Federal Reserve Insights and Economic Roundup
Despite rising yields, demand for Treasury securities remained healthy. The Treasury Department’s combined $119 billion offering of 3-year, 10-year, and 30-year debt was well received, with all three auctions clearing at yields below prevailing market levels.
The strong demand suggests institutional investors increasingly view elevated real yields as an opportunity to secure attractive inflation-adjusted income. Fiscal deficits and heavy Treasury issuance remain long-term considerations, but this week’s auctions helped ease concerns about the market’s ability to absorb additional government debt.
June’s ISM Services report also pointed to continued economic resilience. Employment improved, potentially supported by World Cup-related hiring, while activity remained strong across health care, retail, infrastructure, and environmental services. Input prices fell to their lowest level since February, indicating that some recent inflation pressures may not persist.
Consumer spending and AI-related capital investment should continue supporting economic growth, although labor costs, supplier constraints, and regulatory expenses remain challenges. Overall, the report supports an above-trend growth outlook and helps explain the upward pressure on longer-term Treasury yields.

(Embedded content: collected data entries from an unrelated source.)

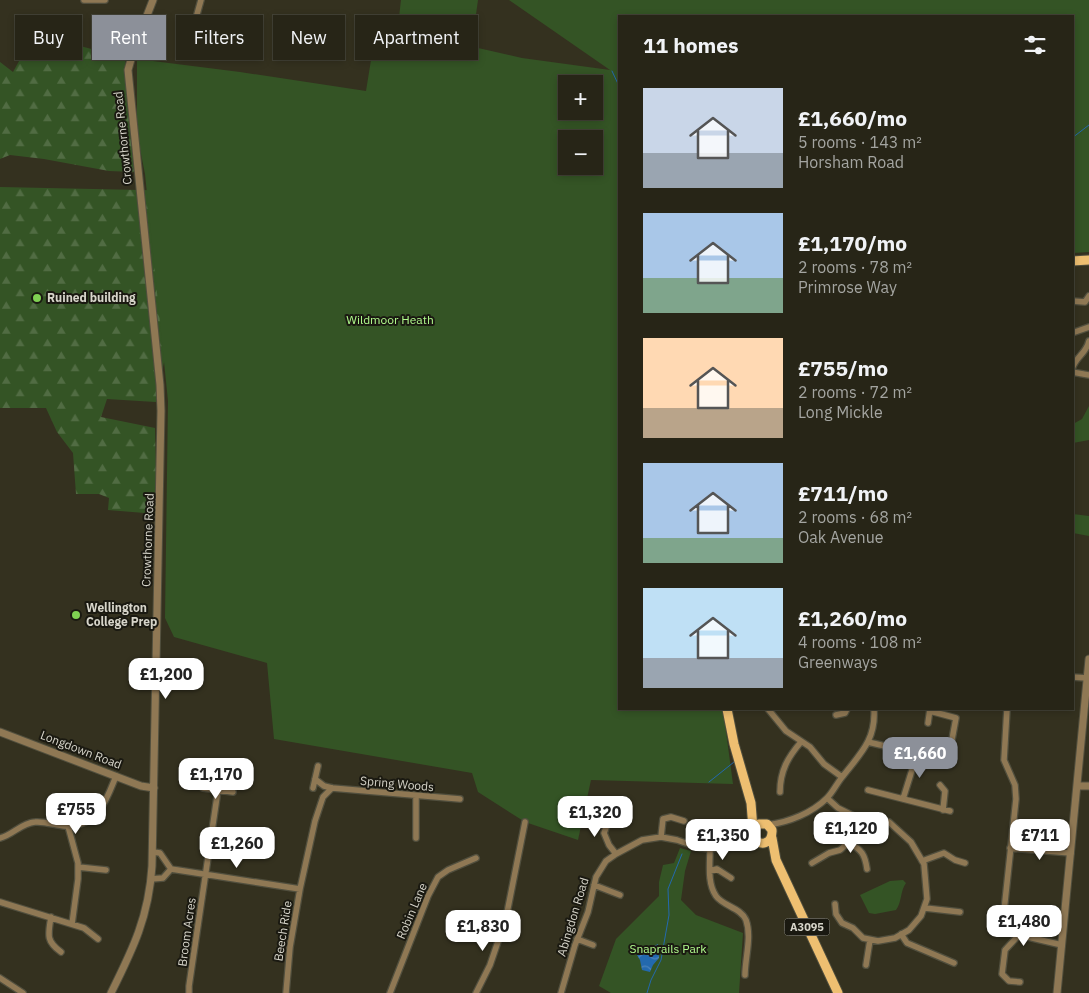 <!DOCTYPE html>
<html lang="en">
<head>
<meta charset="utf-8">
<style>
  body { margin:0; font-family:"IBM Plex Sans",sans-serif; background:#333124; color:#f1f3f6; height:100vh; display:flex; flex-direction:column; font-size:19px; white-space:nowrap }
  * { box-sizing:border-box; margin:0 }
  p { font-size:16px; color:#a4a5a1 }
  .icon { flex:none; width:28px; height:28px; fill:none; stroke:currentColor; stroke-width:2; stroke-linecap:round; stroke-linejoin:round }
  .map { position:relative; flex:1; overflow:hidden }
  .sheet { position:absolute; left:618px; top:15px; width:456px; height:695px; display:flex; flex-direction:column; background:#272517; border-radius:0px; box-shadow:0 2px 8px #0003,0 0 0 1px #434236 }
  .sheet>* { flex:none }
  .guide { position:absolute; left:15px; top:15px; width:475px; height:45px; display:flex; gap:10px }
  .tools { position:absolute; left:558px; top:75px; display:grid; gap:10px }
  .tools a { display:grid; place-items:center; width:45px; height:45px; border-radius:0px; background:#272517; box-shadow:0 2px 8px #0003,0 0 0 1px #434236; font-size:25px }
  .price { position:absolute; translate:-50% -42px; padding:0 11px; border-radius:10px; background:#fff; color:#222; font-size:16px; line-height:32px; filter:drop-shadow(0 1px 2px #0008) }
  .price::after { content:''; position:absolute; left:50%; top:30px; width:15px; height:11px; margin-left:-8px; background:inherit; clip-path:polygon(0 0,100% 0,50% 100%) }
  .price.current { background:#8c9099; color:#fff }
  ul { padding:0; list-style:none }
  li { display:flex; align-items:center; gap:15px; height:125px; padding:0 25px }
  li span { display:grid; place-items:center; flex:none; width:140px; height:100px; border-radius:0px; color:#555 }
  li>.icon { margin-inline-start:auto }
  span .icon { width:60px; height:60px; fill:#fffc; stroke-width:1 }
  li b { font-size:21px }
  h2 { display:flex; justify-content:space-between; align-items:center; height:60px; padding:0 25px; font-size:21px }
  .pill { padding:0 18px; border-radius:0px; background:#272517; box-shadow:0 2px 8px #0003,0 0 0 1px #434236; font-size:18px; line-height:45px }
  .pill.current { background:#8c9099; color:#fff }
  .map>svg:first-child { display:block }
</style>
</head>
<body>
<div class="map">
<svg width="1089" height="993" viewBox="0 0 1089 993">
  <defs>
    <pattern id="forest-firs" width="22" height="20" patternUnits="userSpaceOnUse" patternTransform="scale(1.25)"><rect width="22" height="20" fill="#345425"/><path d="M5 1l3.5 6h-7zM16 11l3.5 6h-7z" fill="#516c43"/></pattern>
    <pattern id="water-waves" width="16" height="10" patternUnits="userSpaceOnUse" patternTransform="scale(1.25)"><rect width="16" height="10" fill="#2369ae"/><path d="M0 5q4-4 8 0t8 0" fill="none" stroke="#4d84bb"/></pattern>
  </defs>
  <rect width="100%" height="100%" fill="#34311f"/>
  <path fill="url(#forest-firs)" d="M54 39 125 58 135 172 109 171 44 159 10 155 0 159V62L13 72 23 54Z
    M0 187 323 194 167 347 156 402 107 399 101 417 155 428 157 514 108 510 109 498 99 494H76L73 453 57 432 46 408H0Z"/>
  <path fill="#345425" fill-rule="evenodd" d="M401 0H478L473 36 398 26Z
    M509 0H1089V252L1073 253 1072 16H619V709H723L733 784 591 780 578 840 525 822 478 792 472 773 274 739 267 663 174 637 165 618 168 401 145 174 137 134V59L240 72 366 91 376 29 465 45 522 58 610 70ZM566 84H594V111H566ZM566 139H594V166H566Z
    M1089 406V440L1073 443V424L1082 419Z
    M1073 514 1089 516V536L1073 533Z
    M680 848 691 851 685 871 681 900 696 915 743 933 739 993H611L599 986 616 939 659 896V882L663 865 674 863Z
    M903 880 906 883C900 891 902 902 896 910L875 914 869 913 860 895 890 881Z"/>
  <path fill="url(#water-waves)" d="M658 944 659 958 653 965 650 972 642 970 640 960 637 955Z"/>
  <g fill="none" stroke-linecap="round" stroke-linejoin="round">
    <path stroke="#2369ae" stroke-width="1" d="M612 71 619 86
      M1072 138 1089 125
      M709 782 734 762
      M647 993 651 980 661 960 669 915 668 889 682 854"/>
    <defs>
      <path id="minor" d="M84 0H105
        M194 25 201 0
        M1072 301 1085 302 1089 296
        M1072 333 1089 327
        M1072 369C1076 356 1086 354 1089 341
        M1072 372 1089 375
        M1072 677 1087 678
        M768 709 786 731 810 747 824 764 842 777
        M836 715 845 713 847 709
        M928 723 930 709
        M868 742 948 761 956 718 930 711
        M315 779 324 786 332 788 460 799
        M940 785 945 791 943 810
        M203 788 233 792
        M313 788 318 766
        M868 790 950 811
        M780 792C780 771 788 757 801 742
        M827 798 838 808 856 817 889 822 911 842 924 864 927 899 921 916 909 930 895 938 878 941 863 938 853 928 842 923 836 914 835 904
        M903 799 917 754
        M610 813V817L604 833 609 845 616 854
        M768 825C789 822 812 813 827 798 833 792 837 783 843 776 860 754 876 740 874 709
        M68 826 78 863V879L72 924
        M661 837 663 819 671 817 684 821
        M0 838C13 835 21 823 35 822 44 821 55 825 65 826 98 827 106 801 116 776
        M416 838V796
        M848 843C862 849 865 855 867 869
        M733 844 752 831
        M1010 848 1071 853
        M710 849C710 864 707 883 716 896 723 906 741 908 746 920 752 937 745 958 745 975
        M153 852 160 853 171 869
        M922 861 944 853 955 860 965 863
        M812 863 829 853 840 850 848 843 856 817
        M78 867 106 870
        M171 869 300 889
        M710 871 717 869 731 878
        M151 879 163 878 171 869
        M594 885 620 895
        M0 902 84 928 98 939
        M925 908 960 912
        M1004 911 1016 799 1015 785 1004 760 1007 709
        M51 917C48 935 46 941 61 952
        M901 934 907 943 954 963
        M577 939 593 945
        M866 965 870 940
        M0 978 23 993
        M1020 982 1009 981 1002 974 1005 950 1017 937H1028L1062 945
        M189 993V986L218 790
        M286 993 290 947 300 889 315 821 323 797 332 788
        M390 993 428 896 438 877 448 870 476 858
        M476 993 490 965 506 918 525 822
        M561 993 575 945 588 912 596 877 606 861 616 854 642 840 661 837 677 840 700 848 710 849 758 843"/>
      <path id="tertiary" d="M0 732 141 786 154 788
        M1078 786H1089
        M111 993C133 949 149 916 152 866L161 411 160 385 128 70 134 49 153 0
        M1057 993 1089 659"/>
      <path id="primary" d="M1072 261 1089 260
        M727 709 734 744 751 803 753 829V836C759 848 773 844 772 830L767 824H759L753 829
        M772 838 776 860 838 993"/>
    </defs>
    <use href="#minor" stroke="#514f3e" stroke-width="8"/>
    <use href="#tertiary" stroke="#514f3e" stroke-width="9"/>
    <use href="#primary" stroke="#514f3e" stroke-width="11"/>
    <use href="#minor" stroke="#8f7854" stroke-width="5.5"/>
    <use href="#tertiary" stroke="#8f7854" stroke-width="7"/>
    <use href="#primary" stroke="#eebf71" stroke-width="9"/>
  </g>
  <g fill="#7fd052" stroke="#1a1911" stroke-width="2">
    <circle cx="37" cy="298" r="5"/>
    <circle cx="76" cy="615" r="5"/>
  </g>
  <g text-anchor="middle" stroke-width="4" stroke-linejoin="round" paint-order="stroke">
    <rect fill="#1a1911" stroke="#9e9d92" stroke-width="1" x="784.5" y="918.5" width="45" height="17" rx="4"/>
    <g font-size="11" font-weight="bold" fill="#d7d5ca">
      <text x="807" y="931">A3095</text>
    </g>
    <g font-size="12" fill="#d7d5ca" stroke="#1a1911">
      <text transform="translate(123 138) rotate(-96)" y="4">Crowthorne Road</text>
      <text transform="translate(148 540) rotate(-88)" y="4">Crowthorne Road</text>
      <text transform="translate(81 750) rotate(21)" y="4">Longdown Road</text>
      <text transform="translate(397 784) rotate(5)" y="4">Spring Woods</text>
      <text transform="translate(412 911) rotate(-67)" y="4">Robin Lane</text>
      <text transform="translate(573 917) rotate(-73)" y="4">Abingdon Road</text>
      <text transform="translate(283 931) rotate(-81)" y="4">Beech Ride</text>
      <text transform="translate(187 932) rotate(-82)" y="4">Broom Acres</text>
    </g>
    <g font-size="12" font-weight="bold" fill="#d7d5ca" stroke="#1a1911" text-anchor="start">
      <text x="47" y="302">Ruined building</text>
      <text x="86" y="612">Wellington<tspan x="86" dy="14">College Prep</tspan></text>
    </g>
    <g font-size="12" fill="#b1fb8d" stroke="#1a1911">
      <text x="390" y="324">Wildmoor Heath</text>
      <text x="668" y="953">Snaprails Park</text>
    </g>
  </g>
</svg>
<div class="tools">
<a>+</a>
<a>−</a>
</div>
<b class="price" style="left:166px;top:700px">£1,200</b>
<b class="price current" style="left:920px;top:779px">£1,660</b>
<b class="price" style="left:216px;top:800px">£1,170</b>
<b class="price" style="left:76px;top:835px">£755</b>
<b class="price" style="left:595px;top:838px">£1,320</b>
<b class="price" style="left:851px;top:854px">£1,120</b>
<b class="price" style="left:723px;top:861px">£1,350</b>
<b class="price" style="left:1040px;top:861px">£711</b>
<b class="price" style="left:237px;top:869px">£1,260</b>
<b class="price" style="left:1024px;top:947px">£1,480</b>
<b class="price" style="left:483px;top:952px">£1,830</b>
<div class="guide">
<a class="pill">Buy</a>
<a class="pill current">Rent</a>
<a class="pill">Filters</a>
<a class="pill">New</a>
<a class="pill">Apartment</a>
</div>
<section class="sheet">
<h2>11 homes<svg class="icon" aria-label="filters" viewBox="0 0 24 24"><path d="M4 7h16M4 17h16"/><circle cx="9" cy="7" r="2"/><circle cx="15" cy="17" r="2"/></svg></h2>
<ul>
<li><span style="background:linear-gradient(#c9d6e8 65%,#9aa5b1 0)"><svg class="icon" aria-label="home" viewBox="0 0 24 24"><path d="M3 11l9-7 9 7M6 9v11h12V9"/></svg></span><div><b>£1,660/mo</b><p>5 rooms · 143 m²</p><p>Horsham Road</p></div></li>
<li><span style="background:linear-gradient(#a9c7e8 65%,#7fa58c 0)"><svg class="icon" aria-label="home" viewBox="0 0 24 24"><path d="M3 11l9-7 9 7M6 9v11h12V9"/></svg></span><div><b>£1,170/mo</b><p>2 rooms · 78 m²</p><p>Primrose Way</p></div></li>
<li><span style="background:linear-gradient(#ffd9b3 70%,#b9a48a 0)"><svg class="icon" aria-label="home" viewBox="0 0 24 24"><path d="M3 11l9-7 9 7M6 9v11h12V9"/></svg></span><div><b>£755/mo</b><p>2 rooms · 72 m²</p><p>Long Mickle</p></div></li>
<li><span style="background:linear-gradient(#a9c7e8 75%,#7fa58c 0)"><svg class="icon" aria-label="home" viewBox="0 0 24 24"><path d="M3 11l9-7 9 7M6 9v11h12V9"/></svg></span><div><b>£711/mo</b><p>2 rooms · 68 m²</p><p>Oak Avenue</p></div></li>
<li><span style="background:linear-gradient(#bfe0f5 70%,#9aa5b1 0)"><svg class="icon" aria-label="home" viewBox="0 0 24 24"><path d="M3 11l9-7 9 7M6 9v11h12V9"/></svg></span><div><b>£1,260/mo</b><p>4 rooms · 108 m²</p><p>Greenways</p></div></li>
</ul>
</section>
</div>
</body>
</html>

Inflation conditions may continue to improve as geopolitical and tariff pressures ease. However, current economic strength is unlikely to convince the Federal Reserve to materially soften its cautious policy stance in the near term.
The Week Ahead
Monday: Investors will review the June federal budget balance.
Tuesday: Markets will focus on small business optimism, ADP employment, real earnings, CPI, and international capital flows.
Wednesday: Mortgage applications, the Empire Manufacturing Index, PPI, and the Federal Reserve’s Beige Book will be released.
Thursday: Attention will turn to regional business surveys, retail sales, jobless claims, housing sentiment, business inventories, and pending home sales.
Friday: The week will conclude with import and export prices, housing starts, building permits, industrial production, capacity utilization, and preliminary consumer sentiment.